About reactivity to player choice, consequences, and engagement: the game's entire structure is built around the player's failures and the possibility to learn and come back from them. However, most player reactions show they have no desire to engage with the consequences of their actions if they don't lead to success, and choose instead to reload/try again if the story doesn't proceed as they had planned. This is a direct consequence of our culture of glorification of individual success and instant gratification: we tolerate no room for error, and any deviation from a plan is considered a shortcoming. This also ties in to the lack of perceived immediate consequence: some have complained they didn't have a sense of progress in February, meaning the game didn't properly track their choices in their eyes, when in fact the consequences to most player's actions are simply longer-reaching to reflect on the actual real sense of unknown when making day-to-day decisions. The slower pace is meant to challenge the notion of instant gratification, and offer consequences without tying them to rewards. There are short term reactions to indicate the game is indeed tracking the player's actions, but most players simply dismissed them as inconsequential as they didn't translate to statistical rewards. This resulted in player frustration: after the initial rush of the opening, they eventually abandon the experience out of a sense of short-term unfulfillment.

The game also makes an enormous amount of errors. Among the more explicit missteps: there aren't enough events, and those that are there aren't diverse enough. The game being reliant and randomness for its narration, this directly heightens the feeling of repetitiveness if the player encounters the same events too many times in a row. There are also a number of technical issues and presentation oversights, most of which due to my inexperience and the origins of the project as a learning platform: the menus animate for too long, the intro sequence to Honey's Room cannot be skipped, some of the information conveyed to the player can be too easily overlooked or outright missed. Many of those, I'd now do differently, as they are relics of my learning experience, and negatively affect the feeling of a polished, finished release. The game could and should have used more time for polish and for playtesting among a bigger tester base, with more varied backgrounds and player experiences.

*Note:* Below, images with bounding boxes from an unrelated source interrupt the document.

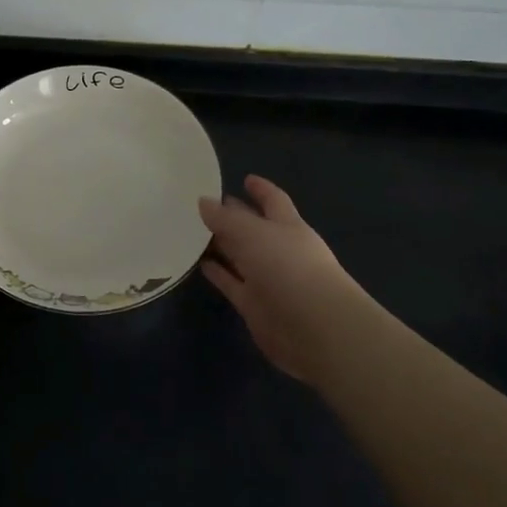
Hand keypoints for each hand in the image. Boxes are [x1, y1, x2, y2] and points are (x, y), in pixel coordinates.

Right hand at [199, 175, 366, 385]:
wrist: (315, 328)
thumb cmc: (289, 268)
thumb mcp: (253, 233)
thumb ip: (226, 218)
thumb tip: (203, 201)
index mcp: (288, 226)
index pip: (274, 201)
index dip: (261, 189)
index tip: (245, 178)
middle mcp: (279, 250)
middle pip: (253, 228)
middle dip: (234, 215)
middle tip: (204, 204)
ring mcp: (267, 279)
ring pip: (240, 256)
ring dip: (221, 245)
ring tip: (192, 232)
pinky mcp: (254, 306)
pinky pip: (232, 284)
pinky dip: (218, 273)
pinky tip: (199, 264)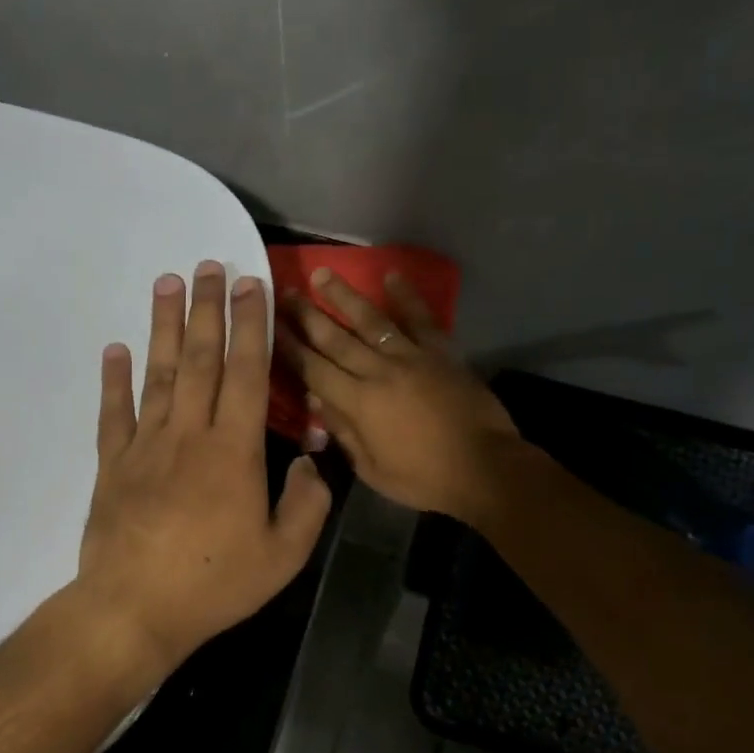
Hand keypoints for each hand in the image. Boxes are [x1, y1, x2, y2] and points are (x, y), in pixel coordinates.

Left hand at [75, 261, 330, 679]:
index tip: (251, 285)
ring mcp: (145, 447)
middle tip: (209, 265)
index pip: (246, 374)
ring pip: (158, 375)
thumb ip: (307, 504)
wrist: (135, 609)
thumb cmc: (215, 583)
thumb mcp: (284, 556)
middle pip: (200, 360)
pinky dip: (114, 379)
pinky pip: (114, 413)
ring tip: (167, 283)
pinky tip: (116, 349)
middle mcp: (189, 435)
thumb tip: (310, 461)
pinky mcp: (112, 465)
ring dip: (164, 327)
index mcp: (234, 452)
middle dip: (208, 310)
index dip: (251, 327)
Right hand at [278, 268, 520, 520]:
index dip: (290, 348)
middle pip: (336, 338)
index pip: (314, 370)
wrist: (484, 467)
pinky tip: (390, 276)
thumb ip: (344, 433)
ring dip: (345, 297)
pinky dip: (406, 297)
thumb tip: (316, 400)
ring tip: (322, 274)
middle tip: (284, 292)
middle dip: (307, 315)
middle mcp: (379, 371)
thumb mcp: (372, 469)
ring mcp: (412, 357)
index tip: (269, 327)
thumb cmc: (423, 478)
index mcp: (359, 403)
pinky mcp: (441, 353)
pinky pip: (421, 319)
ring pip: (372, 321)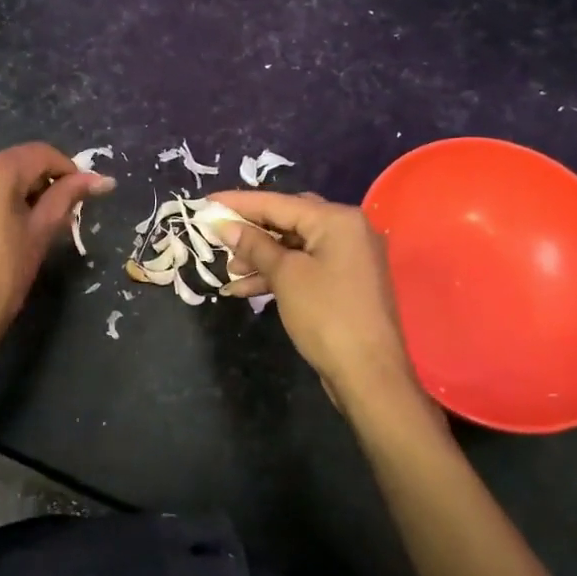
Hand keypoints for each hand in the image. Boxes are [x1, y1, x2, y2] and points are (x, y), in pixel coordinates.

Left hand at [0, 143, 112, 379]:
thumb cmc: (0, 279)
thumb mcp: (39, 236)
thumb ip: (66, 198)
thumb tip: (102, 179)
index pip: (40, 155)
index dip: (65, 170)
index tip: (76, 194)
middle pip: (7, 166)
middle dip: (28, 186)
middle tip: (42, 220)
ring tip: (2, 231)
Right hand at [209, 190, 429, 422]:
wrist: (368, 373)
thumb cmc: (326, 315)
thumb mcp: (285, 276)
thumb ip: (255, 245)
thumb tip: (226, 226)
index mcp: (337, 219)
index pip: (279, 202)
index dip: (240, 203)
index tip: (207, 202)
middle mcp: (348, 230)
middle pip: (288, 220)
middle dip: (252, 231)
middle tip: (219, 237)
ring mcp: (349, 257)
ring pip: (295, 247)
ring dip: (261, 257)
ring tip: (229, 272)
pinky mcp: (345, 282)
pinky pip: (305, 266)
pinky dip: (278, 274)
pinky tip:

Over the course of development, I've attempted several times to make the game more accessible (through aesthetics, inspirations and references, presentation, and even sometimes mechanics). Looking back, that may have been a source to my trouble, as the game can now be mistakenly seen as something it's not: lighthearted and friendly, casual and entertaining. While the outlook of the game attempts to be positive, my main aim wasn't to entertain the audience in a traditional sense: it was to challenge them, offer them a certain perspective, and parallel my own experiences and doubts. By trying to appeal to more players, I may have lost the game's values and core themes.


 
Parts of the original design and presentation still remains in the game, notably through the "diegetic" mode.

One of the game's biggest risks was to attempt to subvert traditional "gaming" conventions and design processes to add meaning. However, the act of subvertion demands a mastery of the conventions themselves, and I now see how the design wasn't solid enough overall to support the meaning I was attempting to convey.

The biggest divergence with the original pitch was the decision to make all player choices happen during the day, rather than use separate day and night halves.
Having two separate choice instances made it possible to work on both aspects of the game at once, when the whole point was to prioritize one over the other.

I had also considered shortening the calendar, and rushing the first match to satisfy the player's fantasy, but I felt this would betray the game's themes, and lessen the eventual impact and emotional value of perservering and overcoming the game's challenges.

In the end, I may have attempted to finish it too soon: the game should have held more, and what it does should have been done better. One of my (many) aims with this project, as a personal training work, was to complete and release it before a set deadline (my 30th birthday). While I did accomplish this goal to my initial satisfaction, this probably hurt the game in the end and I should likely have spent more time polishing and reviewing its content.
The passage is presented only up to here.